The Poughkeepsie Seer
Written by Laura Schnecke

Andrew Jackson Davis, The Poughkeepsie Seer
Poughkeepsie, NY—There are countless famous and infamous people that have called the Hudson Valley home; Gavin Degraw, Ed Wood, Michael Williams, Ric Ocasek, Kendall Francios and Albert Fentress just to name a few. But only one person has had such a close connection to the occult world and the Hudson Valley to be called the Poughkeepsie Seer. Andrew Jackson Davis became world renowned for his work in the Spiritualism movement and unchallenged skill in reaching the beyond.
While Davis’ birth was unremarkable in the mid 1800s for an upstate New York family, his childhood, on the other hand, was a bit more extraordinary. He was born in 1826 to an alcoholic father and a sickly mother. Samuel Davis was an experienced cobbler but could never quite hold a job. Mrs. Davis was deeply religious and had extraordinary visionary powers.
Mrs. Davis often foresaw elements of her and her children’s lives. She had visions of Andrew almost drowning in a stream and being hit by an ox cart, both situations which later proved to be true. Her clairvoyant traits must have run in the family as Andrew soon started having his own visions and receiving messages from voices.
The family moved from Blooming Grove, NY to other small communities in the Hudson Valley.
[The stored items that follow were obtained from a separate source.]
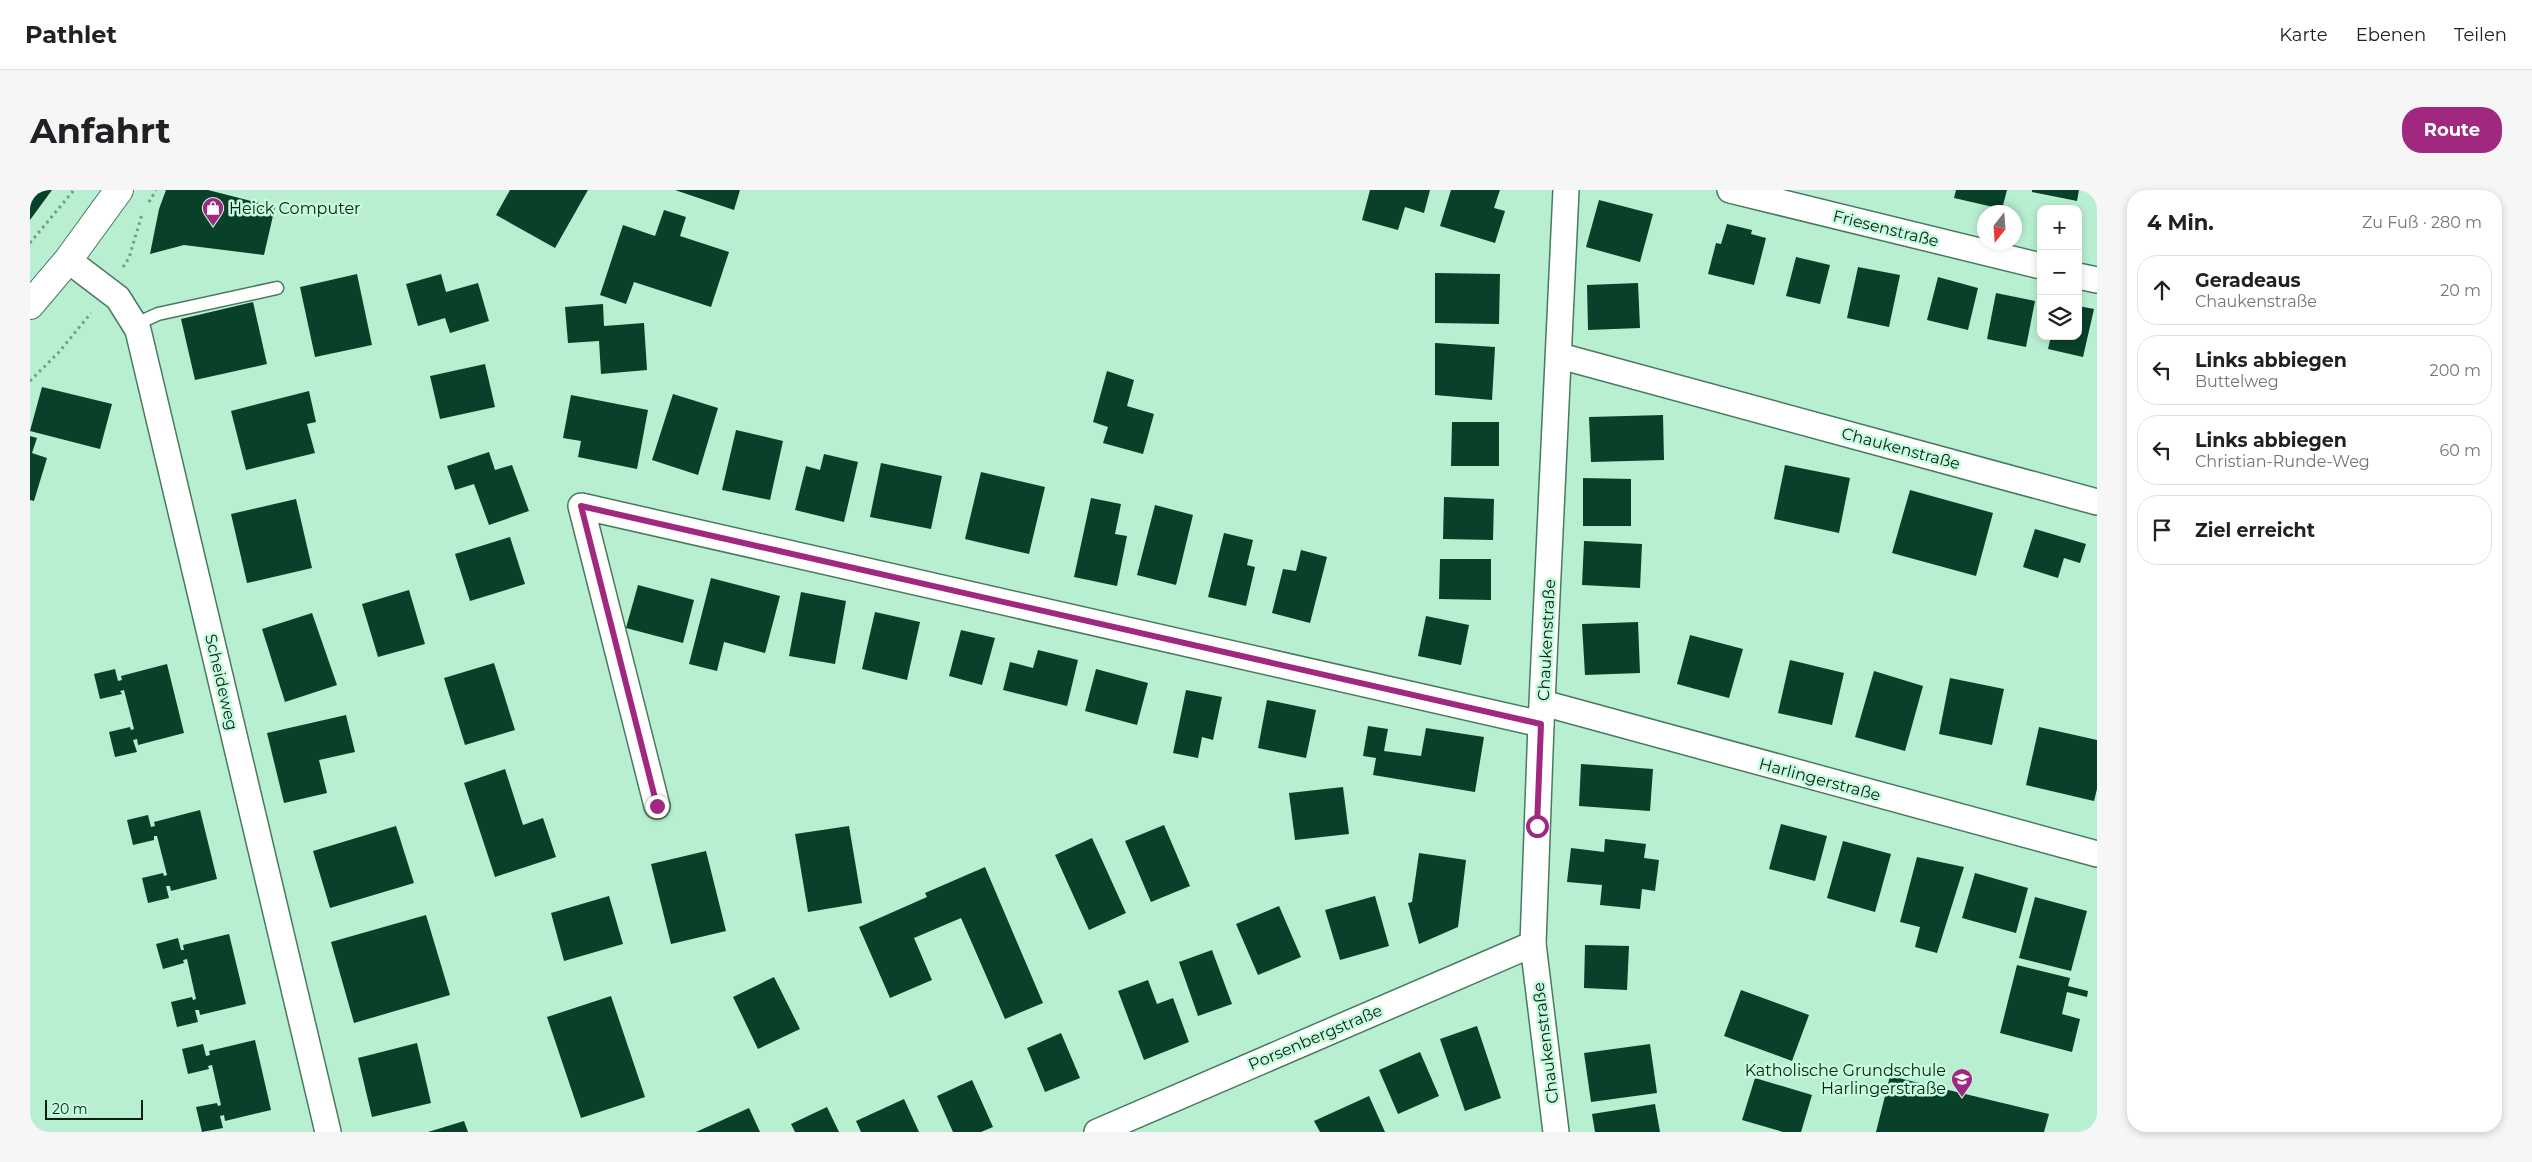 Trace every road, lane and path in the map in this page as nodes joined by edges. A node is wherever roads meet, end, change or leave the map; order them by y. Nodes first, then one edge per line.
1 (74, 190) edge
2 (119, 190) edge
3 (1566, 190) edge
4 (1730, 190) edge
5 (30, 243) edge
6 (68, 260) junction
7 (2037, 265) edge
8 (2082, 277) edge
9 (2097, 280) edge
10 (277, 288) dead end
11 (30, 305) edge
12 (134, 325) junction
13 (1560, 356) junction
14 (2097, 502) edge
15 (1542, 714) junction
16 (657, 806) dead end
17 (2097, 854) edge
18 (1533, 944) junction
19 (328, 1132) edge
20 (1097, 1132) edge
21 (1556, 1132) edge

1 - 5 path
2 - 6 street
3 - 13 street, Chaukenstraße
4 - 7 street, Friesenstraße
6 - 11 street
6 - 12 street, Scheideweg
8 - 9 street
10 - 12 lane
12 - 19 street, Scheideweg
13 - 14 street, Chaukenstraße
13 - 15 street, Chaukenstraße
15 - 16 street, Harlingerstraße
15 - 17 street, Harlingerstraße
15 - 18 street, Chaukenstraße
18 - 20 street, Porsenbergstraße
18 - 21 street, Chaukenstraße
They were living in Hyde Park when Andrew Jackson Davis had a vision of Poughkeepsie. Why he received this direction, he didn’t know but he felt compelled to move into the city to start a new life.
As the sixth child, a boy was a blessing, another bread winner for the family, but Andrew Jackson Davis proved to be sickly and clumsy, making it difficult to hold a job. Partly due to all the moving, Davis only had five months of formal education, but he started an apprenticeship with a Poughkeepsie shoemaker at the age of 15. He wasn’t cut out for the cobbler profession and soon moved on to a job in a general store. He failed at this job as well.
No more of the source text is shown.